Physics Informed Topology Learning in Networks of Linear Dynamical Systems
This work addresses the challenge of reconstructing interaction topologies in dynamic networks, which is important for applications like power systems and building thermal management, but it appears incremental as it builds on existing filtering methods with specific constraints.
The paper tackles the problem of learning influence pathways in networks of linear dynamical systems by analyzing an algorithm based on multivariate Wiener filtering, showing that exact topology recovery is possible for interactions respecting flow conservation, such as in power distribution and consensus networks, with efficacy demonstrated through simulations and experiments.
Learning influence pathways of a network of dynamically related processes from observations is of considerable importance in many disciplines.
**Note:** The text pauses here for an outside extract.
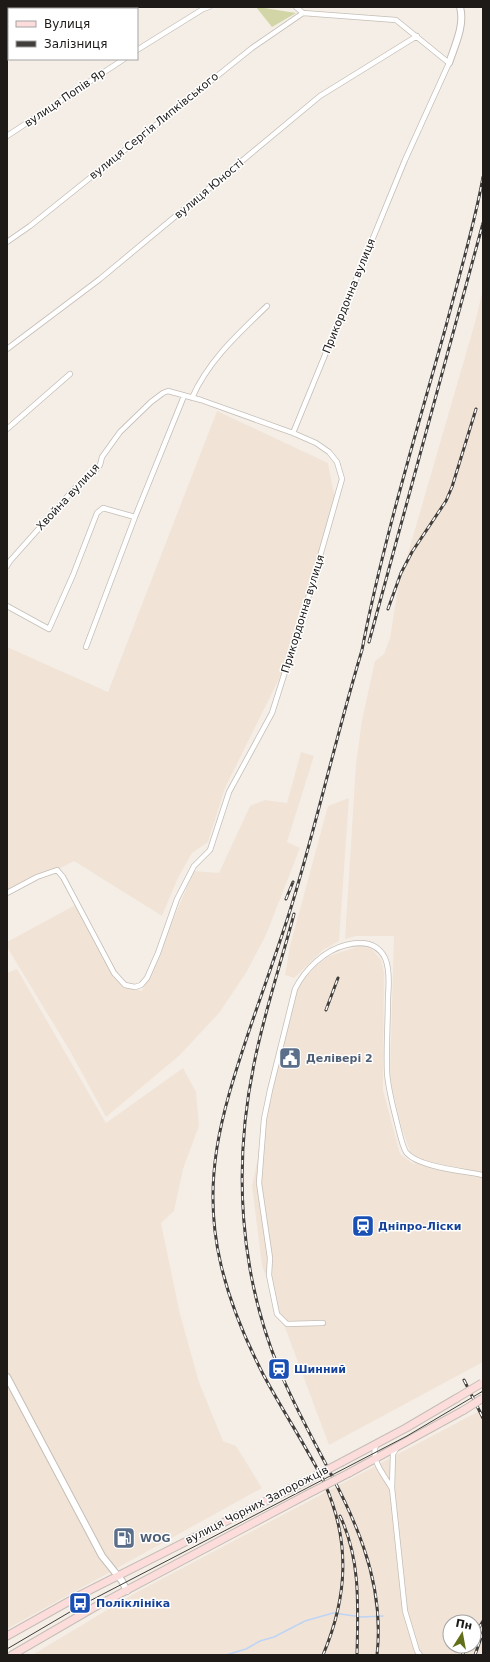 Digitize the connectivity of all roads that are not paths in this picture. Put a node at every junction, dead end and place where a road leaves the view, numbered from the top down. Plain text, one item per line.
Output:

In this article, influence networks of agents which interact dynamically via linear dependencies are considered. An algorithm for the reconstruction of the topology of interaction based on multivariate Wiener filtering is analyzed. It is shown that for a vast and important class of interactions, that respect flow conservation, the topology of the interactions can be exactly recovered. The class of problems where reconstruction is guaranteed to be exact includes power distribution networks, dynamic thermal networks and consensus networks. The efficacy of the approach is illustrated through simulation and experiments on consensus networks, IEEE power distribution networks and thermal dynamics of buildings.